* _Work item_
If a record below holds a picture, drop the picture and restate everything else word for word.

* _Data under study_
§

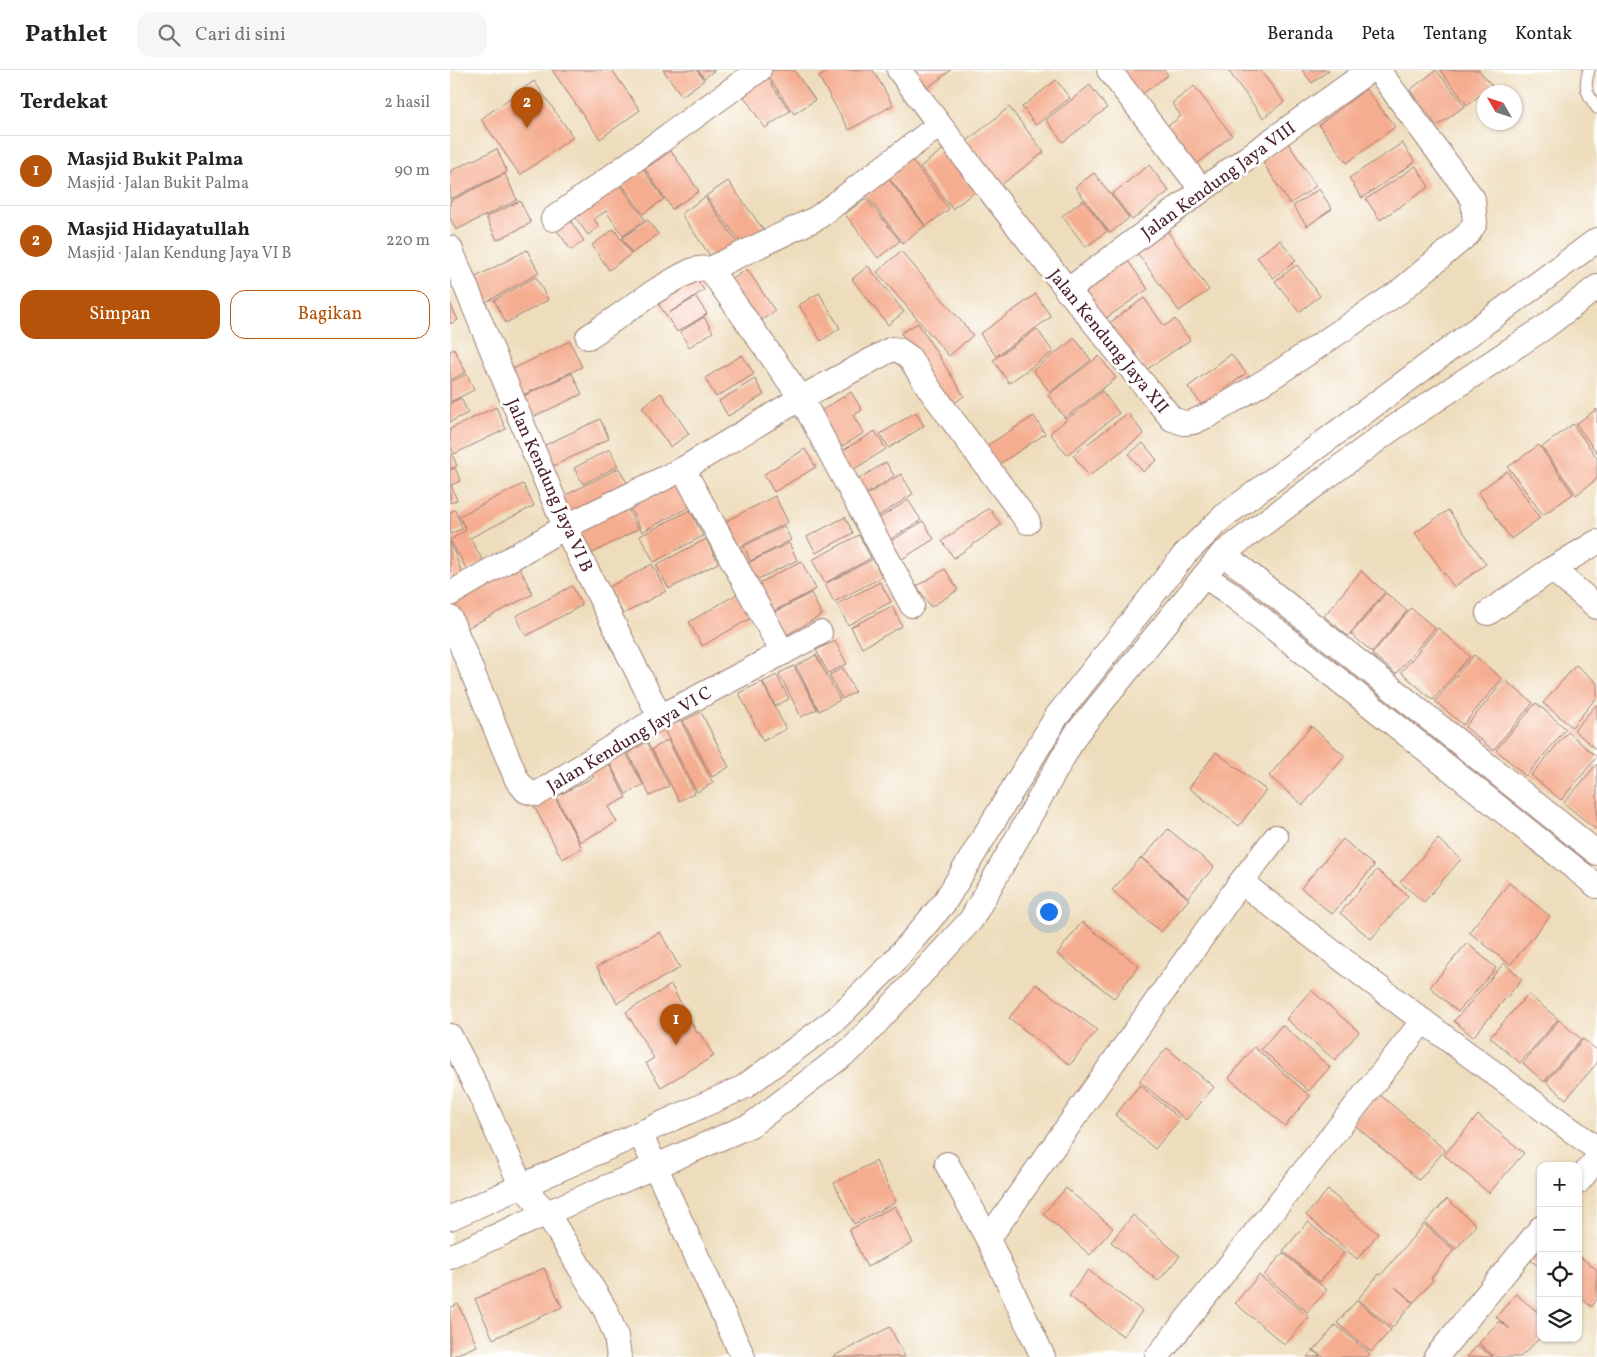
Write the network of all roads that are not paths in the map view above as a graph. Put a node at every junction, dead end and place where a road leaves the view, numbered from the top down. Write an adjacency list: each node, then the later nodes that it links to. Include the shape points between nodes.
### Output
1 (759, 70): 10 (street)
2 (899, 70): 8 (street, Jalan Kendung Jaya XII)
3 (1109, 70): 9 (street)
4 (1370, 70): 9 (street, Jalan Kendung Jaya VIII)
5 (1378, 70): 15 (street, Jalan Kendung Jaya XII, via 1473,199 1475,223 1468,234 1399,292 1276,375 1211,414 1184,423 1172,418)
6 (1589, 70): 7 (lane, via 1586,92)
7 (1597, 108)
8 (939, 125): 13 (street, via 817,218); 15 (street, Jalan Kendung Jaya XII)
9 (1202, 190): 15 (street, Jalan Kendung Jaya VIII)
10 (553, 220)
11 (1597, 240): 18 (street)
12 (450, 248): 22 (street, Jalan Kendung Jaya VI B)
13 (710, 268): 16 (street, via 692,271); 17 (street)
14 (1597, 287): 19 (street, via 1546,327)
15 (1067, 291)
16 (588, 337)
17 (801, 398): 20 (street); 21 (street, via 892,349 898,350 909,357); 28 (street)
18 (1377, 402): 19 (street); 39 (street, via 1224,516 1185,554 1057,716)
19 (1389, 431): 24 (street)
20 (683, 469): 22 (street); 33 (street)
21 (1028, 522)
22 (565, 527): 27 (street); 34 (street, Jalan Kendung Jaya VI B)
23 (1597, 542): 25 (street)
24 (1222, 554): 26 (street); 36 (street)
25 (1552, 569): 29 (street); 30 (street)
26 (1204, 576): 38 (street); 40 (street, via 1076,734)
27 (450, 594)
28 (912, 605)
29 (1597, 607)
30 (1488, 613)
31 (450, 618): 34 (street, Jalan Kendung Jaya VI C, via 517,780 526,791 537,794)
32 (820, 633): 33 (street, Jalan Kendung Jaya VI C)
33 (783, 653): 34 (street, Jalan Kendung Jaya VI C)
34 (660, 717)
35 (1276, 837): 37 (street)
36 (1597, 853)
37 (1241, 882): 41 (street); 53 (street)
38 (1597, 886)
39 (944, 904): 40 (street); 43 (street, via 891,965 836,1019 744,1087)
40 (971, 920): 47 (street, via 854,1046 751,1125)
41 (1423, 1020): 44 (street); 58 (street)
42 (450, 1036): 49 (street)
43 (640, 1133): 47 (street); 49 (street)
44 (1597, 1149)
45 (1597, 1159): 48 (street)
46 (947, 1164): 53 (street)
47 (656, 1166): 50 (street); 56 (street)
48 (1582, 1177)
49 (521, 1185): 50 (street); 51 (street)
50 (547, 1213): 54 (street); 55 (street, via 606,1311 616,1336)
51 (450, 1218)
52 (1537, 1233): 59 (street)
53 (988, 1239): 57 (street)
54 (450, 1257)
55 (619, 1357)
56 (743, 1357)
57 (1043, 1357)
58 (1157, 1357)
59 (1436, 1357)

§

* _Exercise response_
Write the network of all roads that are not paths in the map view above as a graph. Put a node at every junction, dead end and place where a road leaves the view, numbered from the top down. Write an adjacency list: each node, then the later nodes that it links to. Include the shape points between nodes.
### Output
1 (759, 70): 10 (street)
2 (899, 70): 8 (street, Jalan Kendung Jaya XII)
3 (1109, 70): 9 (street)
4 (1370, 70): 9 (street, Jalan Kendung Jaya VIII)
5 (1378, 70): 15 (street, Jalan Kendung Jaya XII, via 1473,199 1475,223 1468,234 1399,292 1276,375 1211,414 1184,423 1172,418)
6 (1589, 70): 7 (lane, via 1586,92)
7 (1597, 108)
8 (939, 125): 13 (street, via 817,218); 15 (street, Jalan Kendung Jaya XII)
9 (1202, 190): 15 (street, Jalan Kendung Jaya VIII)
10 (553, 220)
11 (1597, 240): 18 (street)
12 (450, 248): 22 (street, Jalan Kendung Jaya VI B)
13 (710, 268): 16 (street, via 692,271); 17 (street)
14 (1597, 287): 19 (street, via 1546,327)
15 (1067, 291)
16 (588, 337)
17 (801, 398): 20 (street); 21 (street, via 892,349 898,350 909,357); 28 (street)
18 (1377, 402): 19 (street); 39 (street, via 1224,516 1185,554 1057,716)
19 (1389, 431): 24 (street)
20 (683, 469): 22 (street); 33 (street)
21 (1028, 522)
22 (565, 527): 27 (street); 34 (street, Jalan Kendung Jaya VI B)
23 (1597, 542): 25 (street)
24 (1222, 554): 26 (street); 36 (street)
25 (1552, 569): 29 (street); 30 (street)
26 (1204, 576): 38 (street); 40 (street, via 1076,734)
27 (450, 594)
28 (912, 605)
29 (1597, 607)
30 (1488, 613)
31 (450, 618): 34 (street, Jalan Kendung Jaya VI C, via 517,780 526,791 537,794)
32 (820, 633): 33 (street, Jalan Kendung Jaya VI C)
33 (783, 653): 34 (street, Jalan Kendung Jaya VI C)
34 (660, 717)
35 (1276, 837): 37 (street)
36 (1597, 853)
37 (1241, 882): 41 (street); 53 (street)
38 (1597, 886)
39 (944, 904): 40 (street); 43 (street, via 891,965 836,1019 744,1087)
40 (971, 920): 47 (street, via 854,1046 751,1125)
41 (1423, 1020): 44 (street); 58 (street)
42 (450, 1036): 49 (street)
43 (640, 1133): 47 (street); 49 (street)
44 (1597, 1149)
45 (1597, 1159): 48 (street)
46 (947, 1164): 53 (street)
47 (656, 1166): 50 (street); 56 (street)
48 (1582, 1177)
49 (521, 1185): 50 (street); 51 (street)
50 (547, 1213): 54 (street); 55 (street, via 606,1311 616,1336)
51 (450, 1218)
52 (1537, 1233): 59 (street)
53 (988, 1239): 57 (street)
54 (450, 1257)
55 (619, 1357)
56 (743, 1357)
57 (1043, 1357)
58 (1157, 1357)
59 (1436, 1357)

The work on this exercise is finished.